1. What objects from the past do you particularly treasure?
Photographs, particularly those from family – then and now. I’ve made it a point to scan all the old photos which I’ve saved on an external hard drive. The process of doing that and going through all the pictures was quite significant. The paper photographs weren’t thrown away, but I guess that I scanned them so that I felt they’d be better preserved for future generations.
2. Do you think that some objects from the past are best forgotten?
I don’t think it’s necessary to keep everything. We can remember (and forget!) things without having to keep the actual objects.
3. What intangible pasts (e.g. customs and languages) are meaningful to you?

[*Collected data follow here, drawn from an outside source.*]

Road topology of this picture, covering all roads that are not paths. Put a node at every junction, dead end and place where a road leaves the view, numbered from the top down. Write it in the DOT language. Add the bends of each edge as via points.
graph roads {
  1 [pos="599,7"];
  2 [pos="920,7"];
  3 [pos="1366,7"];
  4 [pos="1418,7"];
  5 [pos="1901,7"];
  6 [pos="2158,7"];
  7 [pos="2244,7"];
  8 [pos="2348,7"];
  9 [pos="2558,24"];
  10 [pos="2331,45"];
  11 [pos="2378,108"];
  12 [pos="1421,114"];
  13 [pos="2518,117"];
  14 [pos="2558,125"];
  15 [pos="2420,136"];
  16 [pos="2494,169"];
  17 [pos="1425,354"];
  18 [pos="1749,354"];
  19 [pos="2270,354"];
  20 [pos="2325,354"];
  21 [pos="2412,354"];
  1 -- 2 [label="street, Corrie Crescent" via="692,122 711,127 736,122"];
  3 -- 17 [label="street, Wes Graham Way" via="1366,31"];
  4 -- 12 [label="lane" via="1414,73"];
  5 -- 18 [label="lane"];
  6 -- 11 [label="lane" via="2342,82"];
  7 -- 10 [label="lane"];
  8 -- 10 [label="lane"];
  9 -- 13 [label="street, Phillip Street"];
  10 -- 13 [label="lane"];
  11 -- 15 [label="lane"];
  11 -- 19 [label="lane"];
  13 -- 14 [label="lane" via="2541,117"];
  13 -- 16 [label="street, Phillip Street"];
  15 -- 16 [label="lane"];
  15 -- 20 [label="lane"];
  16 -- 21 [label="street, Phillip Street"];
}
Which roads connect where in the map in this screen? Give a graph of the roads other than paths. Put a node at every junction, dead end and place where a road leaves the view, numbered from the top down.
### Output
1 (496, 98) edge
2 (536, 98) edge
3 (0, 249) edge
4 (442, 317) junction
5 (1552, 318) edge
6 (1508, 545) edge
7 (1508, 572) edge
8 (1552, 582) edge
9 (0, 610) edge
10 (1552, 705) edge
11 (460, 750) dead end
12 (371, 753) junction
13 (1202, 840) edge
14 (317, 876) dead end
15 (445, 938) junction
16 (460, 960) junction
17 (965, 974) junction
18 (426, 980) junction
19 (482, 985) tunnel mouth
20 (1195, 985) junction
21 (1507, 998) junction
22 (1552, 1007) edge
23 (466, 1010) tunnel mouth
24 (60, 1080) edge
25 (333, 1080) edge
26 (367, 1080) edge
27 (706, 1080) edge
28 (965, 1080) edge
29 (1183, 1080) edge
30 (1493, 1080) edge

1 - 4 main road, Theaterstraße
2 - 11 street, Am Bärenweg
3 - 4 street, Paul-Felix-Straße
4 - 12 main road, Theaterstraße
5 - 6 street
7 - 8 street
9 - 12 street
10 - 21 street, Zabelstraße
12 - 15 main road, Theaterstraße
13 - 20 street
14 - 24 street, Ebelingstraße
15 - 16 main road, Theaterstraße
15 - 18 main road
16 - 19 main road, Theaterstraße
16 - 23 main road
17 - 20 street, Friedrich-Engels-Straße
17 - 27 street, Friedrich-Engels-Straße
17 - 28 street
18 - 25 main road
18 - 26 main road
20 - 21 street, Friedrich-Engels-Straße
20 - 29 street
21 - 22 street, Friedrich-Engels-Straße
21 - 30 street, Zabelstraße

Memories of events, places and people, but also ideas and people’s imaginations (how they imagined things in the past) are quite important – for me, especially the Victorians because they existed at a time when science, religion and superstitions were indistinguishable and these ideas expanded across oceans to many places around the globe.
4. How is it best to preserve these intangible pasts?
Culture has a whole array of imaginations and ideas that keep these intangible pasts alive through stories, films, novels, and even computer games! We should continue to expand the horizons of keeping the past alive – even in museums.
5. If we save more and more objects and intangible pasts, is there a danger that there will be too much past in the future?
The danger is in overvaluing all pasts simply because they are pasts. We have to create the poetry of the future with the past as well as the present.